(Stored data entries)

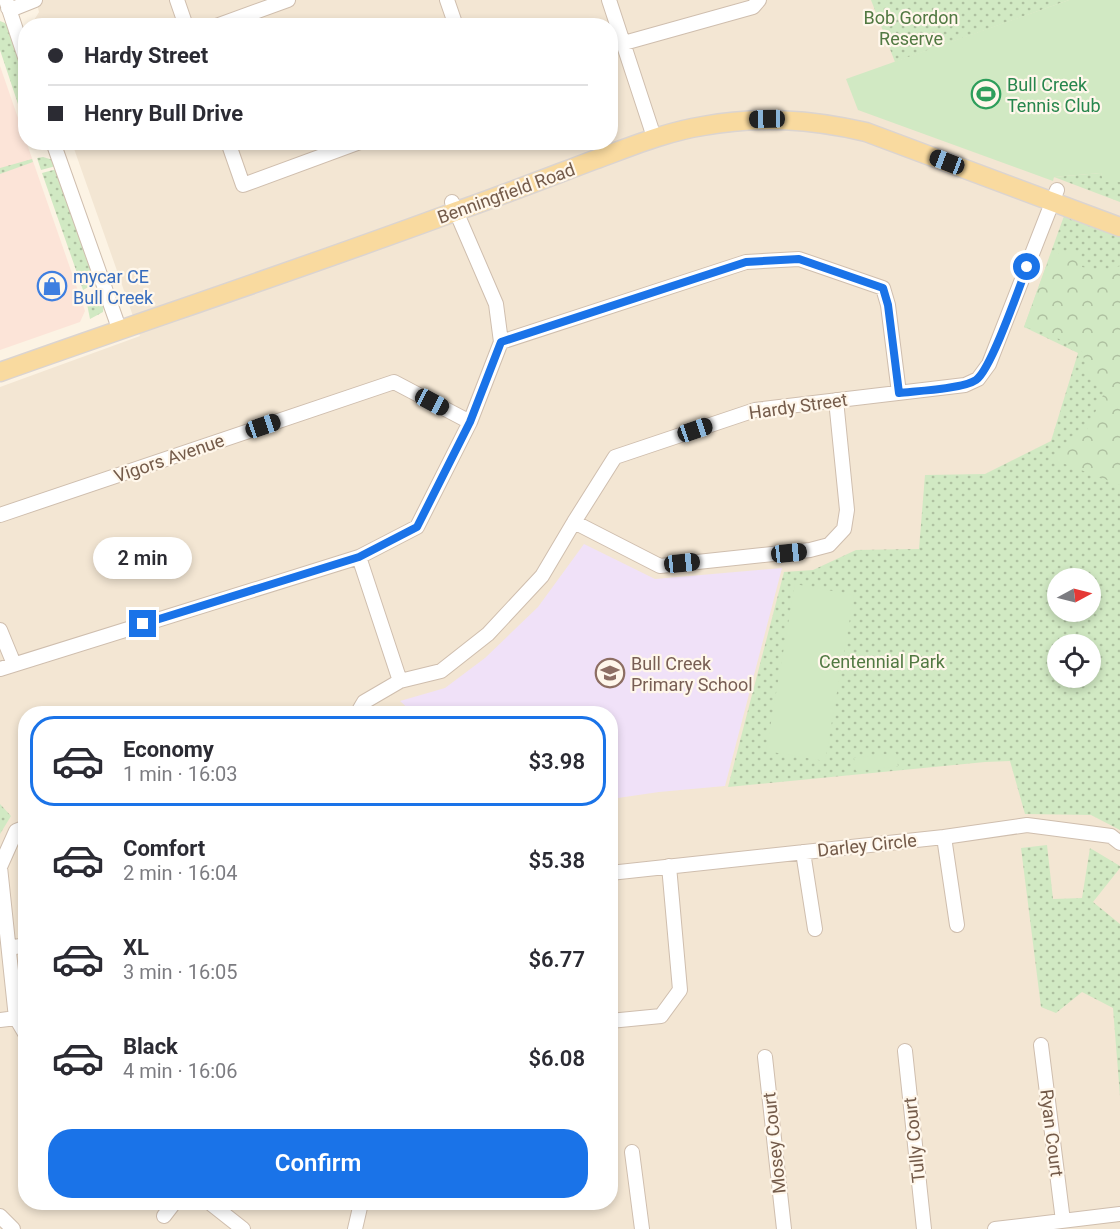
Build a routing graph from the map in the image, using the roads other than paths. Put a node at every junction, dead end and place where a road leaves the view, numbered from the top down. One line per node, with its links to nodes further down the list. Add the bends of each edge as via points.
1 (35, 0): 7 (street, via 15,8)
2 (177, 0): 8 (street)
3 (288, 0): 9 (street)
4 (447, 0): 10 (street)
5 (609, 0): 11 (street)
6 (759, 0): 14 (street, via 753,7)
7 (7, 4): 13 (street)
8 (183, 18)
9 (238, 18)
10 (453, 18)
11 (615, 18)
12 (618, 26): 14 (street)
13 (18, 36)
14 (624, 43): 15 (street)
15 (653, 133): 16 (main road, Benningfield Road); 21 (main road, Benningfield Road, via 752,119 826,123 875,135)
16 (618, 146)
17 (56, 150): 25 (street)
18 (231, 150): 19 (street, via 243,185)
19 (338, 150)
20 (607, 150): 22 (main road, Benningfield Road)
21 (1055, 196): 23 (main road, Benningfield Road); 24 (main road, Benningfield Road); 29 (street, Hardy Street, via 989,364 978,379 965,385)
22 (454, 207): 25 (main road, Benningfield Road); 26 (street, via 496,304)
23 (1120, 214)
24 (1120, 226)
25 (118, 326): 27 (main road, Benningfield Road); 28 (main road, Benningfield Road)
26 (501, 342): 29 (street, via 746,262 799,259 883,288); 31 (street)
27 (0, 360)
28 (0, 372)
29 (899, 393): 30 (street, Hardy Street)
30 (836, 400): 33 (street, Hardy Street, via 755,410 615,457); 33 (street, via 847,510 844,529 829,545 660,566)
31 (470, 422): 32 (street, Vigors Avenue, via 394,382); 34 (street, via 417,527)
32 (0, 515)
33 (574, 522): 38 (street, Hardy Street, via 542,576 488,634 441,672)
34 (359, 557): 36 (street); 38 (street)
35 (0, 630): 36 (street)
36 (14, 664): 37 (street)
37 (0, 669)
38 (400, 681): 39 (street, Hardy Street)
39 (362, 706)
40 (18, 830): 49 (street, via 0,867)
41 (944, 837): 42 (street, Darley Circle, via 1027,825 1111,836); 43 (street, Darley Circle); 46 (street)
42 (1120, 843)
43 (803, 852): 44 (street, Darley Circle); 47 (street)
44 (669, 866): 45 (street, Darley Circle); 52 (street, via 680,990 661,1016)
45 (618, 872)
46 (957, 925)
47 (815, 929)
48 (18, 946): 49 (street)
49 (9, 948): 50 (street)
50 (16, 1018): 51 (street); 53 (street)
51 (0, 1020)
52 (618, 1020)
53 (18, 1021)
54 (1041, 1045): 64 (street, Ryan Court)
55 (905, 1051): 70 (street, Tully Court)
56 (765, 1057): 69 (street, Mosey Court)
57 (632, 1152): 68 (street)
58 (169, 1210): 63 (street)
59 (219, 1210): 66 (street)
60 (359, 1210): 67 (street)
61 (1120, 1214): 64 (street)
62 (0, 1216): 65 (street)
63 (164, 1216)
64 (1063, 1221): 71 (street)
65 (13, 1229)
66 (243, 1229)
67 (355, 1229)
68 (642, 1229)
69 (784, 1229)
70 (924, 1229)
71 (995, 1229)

WORK TO BE COMPLETED: Excluding the pictures, transcribe each entry above word for word.

REPLY:
Build a routing graph from the map in the image, using the roads other than paths. Put a node at every junction, dead end and place where a road leaves the view, numbered from the top down. One line per node, with its links to nodes further down the list. Add the bends of each edge as via points.
1 (35, 0): 7 (street, via 15,8)
2 (177, 0): 8 (street)
3 (288, 0): 9 (street)
4 (447, 0): 10 (street)
5 (609, 0): 11 (street)
6 (759, 0): 14 (street, via 753,7)
7 (7, 4): 13 (street)
8 (183, 18)
9 (238, 18)
10 (453, 18)
11 (615, 18)
12 (618, 26): 14 (street)
13 (18, 36)
14 (624, 43): 15 (street)
15 (653, 133): 16 (main road, Benningfield Road); 21 (main road, Benningfield Road, via 752,119 826,123 875,135)
16 (618, 146)
17 (56, 150): 25 (street)
18 (231, 150): 19 (street, via 243,185)
19 (338, 150)
20 (607, 150): 22 (main road, Benningfield Road)
21 (1055, 196): 23 (main road, Benningfield Road); 24 (main road, Benningfield Road); 29 (street, Hardy Street, via 989,364 978,379 965,385)
22 (454, 207): 25 (main road, Benningfield Road); 26 (street, via 496,304)
23 (1120, 214)
24 (1120, 226)
25 (118, 326): 27 (main road, Benningfield Road); 28 (main road, Benningfield Road)
26 (501, 342): 29 (street, via 746,262 799,259 883,288); 31 (street)
27 (0, 360)
28 (0, 372)
29 (899, 393): 30 (street, Hardy Street)
30 (836, 400): 33 (street, Hardy Street, via 755,410 615,457); 33 (street, via 847,510 844,529 829,545 660,566)
31 (470, 422): 32 (street, Vigors Avenue, via 394,382); 34 (street, via 417,527)
32 (0, 515)
33 (574, 522): 38 (street, Hardy Street, via 542,576 488,634 441,672)
34 (359, 557): 36 (street); 38 (street)
35 (0, 630): 36 (street)
36 (14, 664): 37 (street)
37 (0, 669)
38 (400, 681): 39 (street, Hardy Street)
39 (362, 706)
40 (18, 830): 49 (street, via 0,867)
41 (944, 837): 42 (street, Darley Circle, via 1027,825 1111,836); 43 (street, Darley Circle); 46 (street)
42 (1120, 843)
43 (803, 852): 44 (street, Darley Circle); 47 (street)
44 (669, 866): 45 (street, Darley Circle); 52 (street, via 680,990 661,1016)
45 (618, 872)
46 (957, 925)
47 (815, 929)
48 (18, 946): 49 (street)
49 (9, 948): 50 (street)
50 (16, 1018): 51 (street); 53 (street)
51 (0, 1020)
52 (618, 1020)
53 (18, 1021)
54 (1041, 1045): 64 (street, Ryan Court)
55 (905, 1051): 70 (street, Tully Court)
56 (765, 1057): 69 (street, Mosey Court)
57 (632, 1152): 68 (street)
58 (169, 1210): 63 (street)
59 (219, 1210): 66 (street)
60 (359, 1210): 67 (street)
61 (1120, 1214): 64 (street)
62 (0, 1216): 65 (street)
63 (164, 1216)
64 (1063, 1221): 71 (street)
65 (13, 1229)
66 (243, 1229)
67 (355, 1229)
68 (642, 1229)
69 (784, 1229)
70 (924, 1229)
71 (995, 1229)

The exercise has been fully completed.